- [Action item] Filter the listing below down to the lines containing the word "nodes".

- [Entries supplied]

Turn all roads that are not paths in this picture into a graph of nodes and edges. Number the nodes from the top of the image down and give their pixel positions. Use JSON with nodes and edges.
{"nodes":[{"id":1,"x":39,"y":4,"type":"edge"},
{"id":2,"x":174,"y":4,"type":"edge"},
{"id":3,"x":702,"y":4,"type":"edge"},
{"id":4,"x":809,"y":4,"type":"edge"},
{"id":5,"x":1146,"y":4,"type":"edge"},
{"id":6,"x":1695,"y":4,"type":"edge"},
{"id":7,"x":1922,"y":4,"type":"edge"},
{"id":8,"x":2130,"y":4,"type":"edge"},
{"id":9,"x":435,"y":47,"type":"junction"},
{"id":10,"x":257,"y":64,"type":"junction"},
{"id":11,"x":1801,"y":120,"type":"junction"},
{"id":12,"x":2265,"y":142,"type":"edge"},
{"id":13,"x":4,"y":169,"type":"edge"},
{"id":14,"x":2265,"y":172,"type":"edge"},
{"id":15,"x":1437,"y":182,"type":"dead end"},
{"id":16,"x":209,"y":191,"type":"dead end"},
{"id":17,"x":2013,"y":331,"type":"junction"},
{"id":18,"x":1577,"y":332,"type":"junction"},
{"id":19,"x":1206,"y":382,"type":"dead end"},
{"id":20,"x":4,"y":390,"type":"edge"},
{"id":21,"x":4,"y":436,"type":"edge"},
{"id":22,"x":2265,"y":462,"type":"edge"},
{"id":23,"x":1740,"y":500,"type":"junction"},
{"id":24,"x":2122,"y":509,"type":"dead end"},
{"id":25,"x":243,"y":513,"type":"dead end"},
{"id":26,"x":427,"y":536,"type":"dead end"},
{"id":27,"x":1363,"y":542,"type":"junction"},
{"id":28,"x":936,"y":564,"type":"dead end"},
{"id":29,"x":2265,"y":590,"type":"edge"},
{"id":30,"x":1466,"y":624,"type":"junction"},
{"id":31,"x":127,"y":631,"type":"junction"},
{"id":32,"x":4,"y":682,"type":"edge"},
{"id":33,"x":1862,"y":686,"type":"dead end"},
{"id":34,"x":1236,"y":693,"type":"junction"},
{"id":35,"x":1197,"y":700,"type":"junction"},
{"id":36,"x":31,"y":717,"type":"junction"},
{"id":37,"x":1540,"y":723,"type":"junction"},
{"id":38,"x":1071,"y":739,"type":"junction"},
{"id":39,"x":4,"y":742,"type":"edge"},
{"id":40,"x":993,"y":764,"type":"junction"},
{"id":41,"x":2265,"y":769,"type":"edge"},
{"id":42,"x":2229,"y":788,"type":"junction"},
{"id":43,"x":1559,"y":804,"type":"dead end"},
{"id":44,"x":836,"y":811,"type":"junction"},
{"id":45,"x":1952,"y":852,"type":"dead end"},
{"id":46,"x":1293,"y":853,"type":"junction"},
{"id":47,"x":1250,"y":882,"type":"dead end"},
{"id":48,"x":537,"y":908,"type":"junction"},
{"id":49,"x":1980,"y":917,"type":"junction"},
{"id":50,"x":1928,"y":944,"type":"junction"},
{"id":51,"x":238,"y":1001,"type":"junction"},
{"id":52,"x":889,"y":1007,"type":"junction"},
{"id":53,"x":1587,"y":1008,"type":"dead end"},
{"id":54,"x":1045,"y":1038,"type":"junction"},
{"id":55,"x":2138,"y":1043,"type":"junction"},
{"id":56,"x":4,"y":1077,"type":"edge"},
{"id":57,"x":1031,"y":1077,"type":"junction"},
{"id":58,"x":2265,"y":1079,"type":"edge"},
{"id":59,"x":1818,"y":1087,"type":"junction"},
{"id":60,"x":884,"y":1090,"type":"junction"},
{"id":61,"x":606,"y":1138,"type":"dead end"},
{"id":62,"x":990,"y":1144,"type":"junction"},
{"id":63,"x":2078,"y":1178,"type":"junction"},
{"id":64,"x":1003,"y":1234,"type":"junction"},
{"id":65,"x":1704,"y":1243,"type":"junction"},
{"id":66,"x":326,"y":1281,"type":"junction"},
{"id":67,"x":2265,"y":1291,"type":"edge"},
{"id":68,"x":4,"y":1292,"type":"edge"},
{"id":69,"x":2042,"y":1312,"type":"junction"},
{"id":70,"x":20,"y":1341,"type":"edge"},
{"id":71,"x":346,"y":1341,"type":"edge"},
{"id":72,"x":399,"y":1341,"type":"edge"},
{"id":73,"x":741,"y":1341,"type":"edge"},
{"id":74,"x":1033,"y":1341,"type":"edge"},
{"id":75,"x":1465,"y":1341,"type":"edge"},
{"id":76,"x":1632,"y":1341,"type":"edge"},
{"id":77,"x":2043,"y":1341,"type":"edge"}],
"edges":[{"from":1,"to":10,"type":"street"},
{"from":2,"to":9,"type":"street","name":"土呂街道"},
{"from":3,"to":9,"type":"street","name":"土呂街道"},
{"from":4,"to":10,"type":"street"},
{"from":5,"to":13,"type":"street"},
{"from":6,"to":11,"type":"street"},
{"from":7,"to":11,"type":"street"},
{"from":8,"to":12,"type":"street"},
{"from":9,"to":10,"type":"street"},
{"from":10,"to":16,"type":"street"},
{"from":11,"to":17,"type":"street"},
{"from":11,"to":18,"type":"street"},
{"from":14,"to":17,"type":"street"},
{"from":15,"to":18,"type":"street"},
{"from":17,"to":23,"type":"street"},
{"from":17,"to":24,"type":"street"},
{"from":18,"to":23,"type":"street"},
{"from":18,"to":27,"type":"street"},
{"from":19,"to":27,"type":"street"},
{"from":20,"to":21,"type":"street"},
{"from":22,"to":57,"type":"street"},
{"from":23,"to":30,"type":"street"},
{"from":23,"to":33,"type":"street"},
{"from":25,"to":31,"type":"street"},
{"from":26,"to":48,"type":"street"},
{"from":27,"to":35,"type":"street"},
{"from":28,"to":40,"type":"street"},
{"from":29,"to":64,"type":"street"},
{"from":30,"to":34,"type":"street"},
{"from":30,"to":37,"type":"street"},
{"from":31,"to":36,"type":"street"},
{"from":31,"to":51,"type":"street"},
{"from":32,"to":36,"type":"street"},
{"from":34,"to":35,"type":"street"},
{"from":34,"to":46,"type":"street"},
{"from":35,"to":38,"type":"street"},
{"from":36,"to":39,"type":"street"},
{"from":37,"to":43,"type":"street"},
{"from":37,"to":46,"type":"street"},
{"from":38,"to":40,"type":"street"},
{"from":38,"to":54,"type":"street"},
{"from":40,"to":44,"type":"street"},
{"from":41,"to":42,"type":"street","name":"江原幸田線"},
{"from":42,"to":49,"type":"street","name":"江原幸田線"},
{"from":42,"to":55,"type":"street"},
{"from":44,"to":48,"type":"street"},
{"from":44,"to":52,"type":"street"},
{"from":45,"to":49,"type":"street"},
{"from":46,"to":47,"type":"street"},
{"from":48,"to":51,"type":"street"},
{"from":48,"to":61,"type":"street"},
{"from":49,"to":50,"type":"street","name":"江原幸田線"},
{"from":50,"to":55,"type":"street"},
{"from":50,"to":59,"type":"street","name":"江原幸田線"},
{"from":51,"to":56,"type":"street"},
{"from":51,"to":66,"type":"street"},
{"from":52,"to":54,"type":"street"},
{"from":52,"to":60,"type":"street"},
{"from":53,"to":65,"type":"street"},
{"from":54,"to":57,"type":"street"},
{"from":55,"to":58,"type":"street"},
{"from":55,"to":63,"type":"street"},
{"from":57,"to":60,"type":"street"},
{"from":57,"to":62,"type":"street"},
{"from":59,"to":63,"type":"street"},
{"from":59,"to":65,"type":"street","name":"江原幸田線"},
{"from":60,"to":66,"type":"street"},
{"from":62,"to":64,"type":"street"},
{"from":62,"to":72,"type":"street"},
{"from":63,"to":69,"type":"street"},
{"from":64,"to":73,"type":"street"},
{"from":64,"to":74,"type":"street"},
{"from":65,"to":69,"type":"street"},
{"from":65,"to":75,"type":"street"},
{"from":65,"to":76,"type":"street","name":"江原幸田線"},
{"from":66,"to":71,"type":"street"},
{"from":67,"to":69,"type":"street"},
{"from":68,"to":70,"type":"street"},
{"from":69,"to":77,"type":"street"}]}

- [Exercise response]
Turn all roads that are not paths in this picture into a graph of nodes and edges. Number the nodes from the top of the image down and give their pixel positions. Use JSON with nodes and edges.
{"nodes":[{"id":1,"x":39,"y":4,"type":"edge"},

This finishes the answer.